Exercise directions - Wherever the word "Litoral" occurs in the lines below, copy the whole line.

Stored data -
= Beginning of Section =
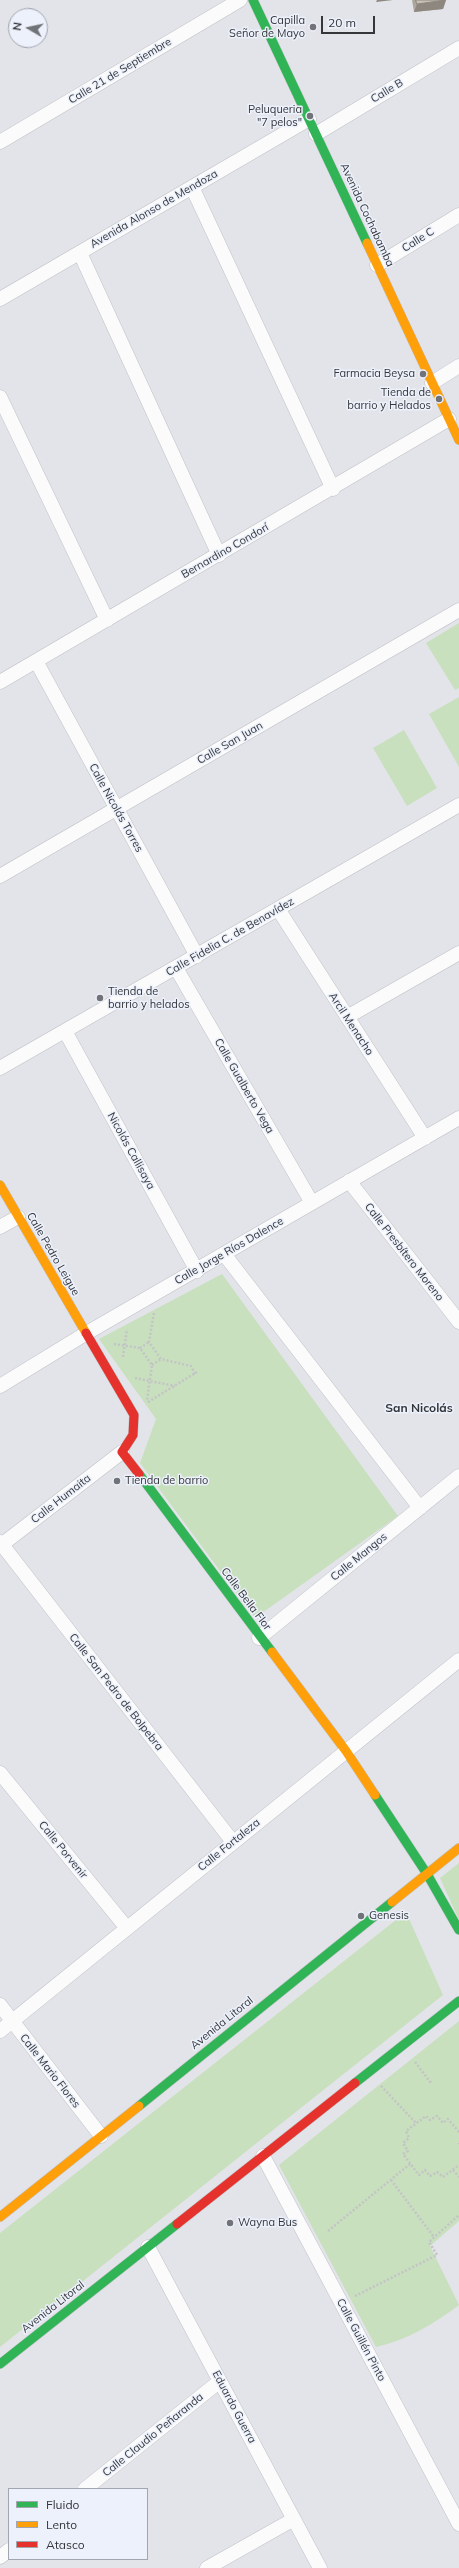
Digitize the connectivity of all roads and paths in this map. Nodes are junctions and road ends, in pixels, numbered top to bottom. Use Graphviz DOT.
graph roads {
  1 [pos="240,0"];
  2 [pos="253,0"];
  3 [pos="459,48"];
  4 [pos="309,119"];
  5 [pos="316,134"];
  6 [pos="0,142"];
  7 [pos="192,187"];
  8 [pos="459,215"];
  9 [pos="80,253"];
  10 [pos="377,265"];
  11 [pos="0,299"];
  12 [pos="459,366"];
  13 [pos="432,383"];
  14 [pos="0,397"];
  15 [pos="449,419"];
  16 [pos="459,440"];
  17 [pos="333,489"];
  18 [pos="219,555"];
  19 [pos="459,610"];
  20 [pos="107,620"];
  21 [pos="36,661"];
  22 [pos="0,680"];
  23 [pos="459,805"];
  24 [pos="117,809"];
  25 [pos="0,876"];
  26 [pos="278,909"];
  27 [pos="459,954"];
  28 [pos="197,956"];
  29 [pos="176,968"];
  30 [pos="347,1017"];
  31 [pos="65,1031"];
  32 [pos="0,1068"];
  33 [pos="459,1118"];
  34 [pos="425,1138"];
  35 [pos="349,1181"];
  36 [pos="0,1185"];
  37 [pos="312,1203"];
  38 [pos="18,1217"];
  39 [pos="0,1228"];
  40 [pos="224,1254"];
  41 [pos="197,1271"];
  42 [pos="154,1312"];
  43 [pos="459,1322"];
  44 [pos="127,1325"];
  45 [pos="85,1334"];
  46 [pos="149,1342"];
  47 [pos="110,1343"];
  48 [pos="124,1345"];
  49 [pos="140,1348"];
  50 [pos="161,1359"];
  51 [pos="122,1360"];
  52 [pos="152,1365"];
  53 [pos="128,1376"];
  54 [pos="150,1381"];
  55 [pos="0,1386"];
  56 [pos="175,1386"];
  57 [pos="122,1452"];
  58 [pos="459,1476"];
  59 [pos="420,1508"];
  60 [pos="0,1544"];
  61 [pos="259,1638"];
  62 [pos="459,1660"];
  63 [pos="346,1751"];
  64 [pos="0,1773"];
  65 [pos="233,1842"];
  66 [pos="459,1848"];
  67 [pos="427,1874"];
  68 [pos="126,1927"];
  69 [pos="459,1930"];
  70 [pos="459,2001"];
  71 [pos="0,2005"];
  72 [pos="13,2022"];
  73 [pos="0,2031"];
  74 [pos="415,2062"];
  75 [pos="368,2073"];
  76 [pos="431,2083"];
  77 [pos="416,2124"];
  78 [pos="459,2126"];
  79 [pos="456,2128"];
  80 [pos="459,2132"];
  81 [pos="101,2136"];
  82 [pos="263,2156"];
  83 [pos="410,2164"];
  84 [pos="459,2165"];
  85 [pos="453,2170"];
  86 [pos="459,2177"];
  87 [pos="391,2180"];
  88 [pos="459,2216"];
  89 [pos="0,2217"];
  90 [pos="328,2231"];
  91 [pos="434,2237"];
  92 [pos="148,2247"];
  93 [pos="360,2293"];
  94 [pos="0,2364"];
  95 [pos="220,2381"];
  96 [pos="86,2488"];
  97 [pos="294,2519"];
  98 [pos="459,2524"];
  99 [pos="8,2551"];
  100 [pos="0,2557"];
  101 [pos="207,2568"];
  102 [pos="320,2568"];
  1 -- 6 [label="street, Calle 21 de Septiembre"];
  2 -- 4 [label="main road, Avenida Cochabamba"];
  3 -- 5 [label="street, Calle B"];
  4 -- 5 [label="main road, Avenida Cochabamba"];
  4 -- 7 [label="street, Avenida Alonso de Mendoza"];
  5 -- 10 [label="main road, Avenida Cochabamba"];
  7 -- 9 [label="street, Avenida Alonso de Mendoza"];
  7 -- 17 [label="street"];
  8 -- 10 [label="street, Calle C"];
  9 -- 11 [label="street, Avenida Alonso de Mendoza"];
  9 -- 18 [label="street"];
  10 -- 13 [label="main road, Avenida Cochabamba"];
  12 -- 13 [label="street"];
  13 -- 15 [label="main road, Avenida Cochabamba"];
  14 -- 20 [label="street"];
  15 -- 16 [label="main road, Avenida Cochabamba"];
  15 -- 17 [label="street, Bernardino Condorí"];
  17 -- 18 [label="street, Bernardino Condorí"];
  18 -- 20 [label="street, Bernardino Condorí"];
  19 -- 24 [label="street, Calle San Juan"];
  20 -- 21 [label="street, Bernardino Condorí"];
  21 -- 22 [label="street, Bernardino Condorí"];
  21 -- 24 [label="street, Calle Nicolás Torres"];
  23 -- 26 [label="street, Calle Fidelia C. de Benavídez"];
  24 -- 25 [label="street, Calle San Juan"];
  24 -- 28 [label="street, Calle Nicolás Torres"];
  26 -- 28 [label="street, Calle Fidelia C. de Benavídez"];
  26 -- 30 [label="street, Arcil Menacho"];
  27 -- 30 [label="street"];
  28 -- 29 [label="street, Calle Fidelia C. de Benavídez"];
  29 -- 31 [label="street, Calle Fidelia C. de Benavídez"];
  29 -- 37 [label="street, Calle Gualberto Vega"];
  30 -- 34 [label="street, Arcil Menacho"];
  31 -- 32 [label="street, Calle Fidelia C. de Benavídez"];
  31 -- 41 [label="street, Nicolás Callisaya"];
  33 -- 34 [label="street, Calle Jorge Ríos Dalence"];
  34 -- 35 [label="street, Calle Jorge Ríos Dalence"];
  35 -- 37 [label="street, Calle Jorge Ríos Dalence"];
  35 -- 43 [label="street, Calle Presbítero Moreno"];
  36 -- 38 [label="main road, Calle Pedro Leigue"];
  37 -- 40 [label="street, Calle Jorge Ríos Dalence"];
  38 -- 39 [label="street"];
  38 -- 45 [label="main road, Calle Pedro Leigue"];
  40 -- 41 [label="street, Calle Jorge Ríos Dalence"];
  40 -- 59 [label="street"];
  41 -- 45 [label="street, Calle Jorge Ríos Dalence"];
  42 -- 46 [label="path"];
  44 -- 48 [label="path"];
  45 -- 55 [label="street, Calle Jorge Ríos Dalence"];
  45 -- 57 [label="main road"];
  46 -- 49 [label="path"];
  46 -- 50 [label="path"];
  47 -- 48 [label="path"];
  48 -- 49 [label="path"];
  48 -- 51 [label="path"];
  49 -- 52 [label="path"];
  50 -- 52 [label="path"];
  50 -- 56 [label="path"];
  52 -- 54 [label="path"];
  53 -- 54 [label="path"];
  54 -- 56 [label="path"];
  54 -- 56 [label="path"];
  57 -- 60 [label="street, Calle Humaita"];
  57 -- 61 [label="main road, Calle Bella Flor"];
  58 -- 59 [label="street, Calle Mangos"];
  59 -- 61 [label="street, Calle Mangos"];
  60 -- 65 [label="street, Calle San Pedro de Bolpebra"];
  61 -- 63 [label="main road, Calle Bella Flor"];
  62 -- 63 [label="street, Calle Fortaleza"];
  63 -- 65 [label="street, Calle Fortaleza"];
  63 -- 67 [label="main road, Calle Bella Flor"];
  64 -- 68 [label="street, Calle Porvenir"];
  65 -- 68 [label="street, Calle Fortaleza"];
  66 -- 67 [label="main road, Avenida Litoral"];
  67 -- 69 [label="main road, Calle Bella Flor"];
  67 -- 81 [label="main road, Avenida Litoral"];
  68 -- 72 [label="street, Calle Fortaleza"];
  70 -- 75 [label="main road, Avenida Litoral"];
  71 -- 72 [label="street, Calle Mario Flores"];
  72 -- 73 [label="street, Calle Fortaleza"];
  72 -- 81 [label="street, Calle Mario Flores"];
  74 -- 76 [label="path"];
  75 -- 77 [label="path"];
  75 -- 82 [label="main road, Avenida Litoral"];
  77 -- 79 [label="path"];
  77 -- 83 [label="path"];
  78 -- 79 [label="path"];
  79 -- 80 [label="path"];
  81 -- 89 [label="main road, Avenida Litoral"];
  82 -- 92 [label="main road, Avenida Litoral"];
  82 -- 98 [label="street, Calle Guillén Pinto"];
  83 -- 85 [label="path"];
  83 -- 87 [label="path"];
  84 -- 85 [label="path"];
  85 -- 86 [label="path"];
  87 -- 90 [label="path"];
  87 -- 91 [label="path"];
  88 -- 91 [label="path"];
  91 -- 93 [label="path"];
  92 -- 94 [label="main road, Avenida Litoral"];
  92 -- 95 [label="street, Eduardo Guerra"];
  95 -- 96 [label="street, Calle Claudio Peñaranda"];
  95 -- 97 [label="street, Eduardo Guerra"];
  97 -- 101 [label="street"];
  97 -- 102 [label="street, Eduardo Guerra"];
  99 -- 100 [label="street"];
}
= End of Section =
= Beginning of Section =
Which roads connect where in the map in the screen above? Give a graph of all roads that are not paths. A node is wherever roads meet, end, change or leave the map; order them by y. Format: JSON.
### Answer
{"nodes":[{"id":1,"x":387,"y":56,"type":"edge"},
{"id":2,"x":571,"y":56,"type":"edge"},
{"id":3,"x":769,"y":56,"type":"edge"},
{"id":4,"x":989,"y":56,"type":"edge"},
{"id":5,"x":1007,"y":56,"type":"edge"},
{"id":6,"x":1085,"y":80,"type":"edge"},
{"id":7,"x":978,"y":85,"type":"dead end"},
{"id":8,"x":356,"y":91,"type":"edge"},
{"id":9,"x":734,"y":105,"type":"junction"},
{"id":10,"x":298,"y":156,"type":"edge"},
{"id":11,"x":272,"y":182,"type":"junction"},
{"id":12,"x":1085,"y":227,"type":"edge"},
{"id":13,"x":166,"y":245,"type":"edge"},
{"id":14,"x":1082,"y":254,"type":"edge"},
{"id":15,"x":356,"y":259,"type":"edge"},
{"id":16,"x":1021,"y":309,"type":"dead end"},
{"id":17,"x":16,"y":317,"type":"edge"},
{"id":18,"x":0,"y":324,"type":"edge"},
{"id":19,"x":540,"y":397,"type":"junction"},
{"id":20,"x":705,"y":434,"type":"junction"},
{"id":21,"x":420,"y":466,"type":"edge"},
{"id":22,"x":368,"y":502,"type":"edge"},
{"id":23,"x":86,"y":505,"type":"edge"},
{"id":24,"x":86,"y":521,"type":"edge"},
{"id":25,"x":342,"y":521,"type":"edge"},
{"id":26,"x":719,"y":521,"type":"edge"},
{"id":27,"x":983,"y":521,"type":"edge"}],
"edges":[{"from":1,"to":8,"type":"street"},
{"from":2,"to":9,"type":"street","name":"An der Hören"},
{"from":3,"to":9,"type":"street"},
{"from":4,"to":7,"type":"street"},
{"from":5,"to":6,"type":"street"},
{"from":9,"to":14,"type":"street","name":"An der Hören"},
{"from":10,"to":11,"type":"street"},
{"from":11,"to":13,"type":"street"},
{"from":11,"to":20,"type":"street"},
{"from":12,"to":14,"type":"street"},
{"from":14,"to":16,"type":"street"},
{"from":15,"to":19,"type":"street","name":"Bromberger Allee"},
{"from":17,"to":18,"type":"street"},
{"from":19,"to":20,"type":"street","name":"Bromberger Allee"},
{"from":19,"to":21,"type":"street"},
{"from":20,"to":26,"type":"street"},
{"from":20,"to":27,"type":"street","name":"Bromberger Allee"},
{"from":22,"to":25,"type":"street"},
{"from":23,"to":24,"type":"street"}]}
= End of Section =
Response box -
  66 -- 67 [label="main road, Avenida Litoral"];
  67 -- 81 [label="main road, Avenida Litoral"];
  70 -- 75 [label="main road, Avenida Litoral"];
  75 -- 82 [label="main road, Avenida Litoral"];
  81 -- 89 [label="main road, Avenida Litoral"];
  82 -- 92 [label="main road, Avenida Litoral"];
  92 -- 94 [label="main road, Avenida Litoral"];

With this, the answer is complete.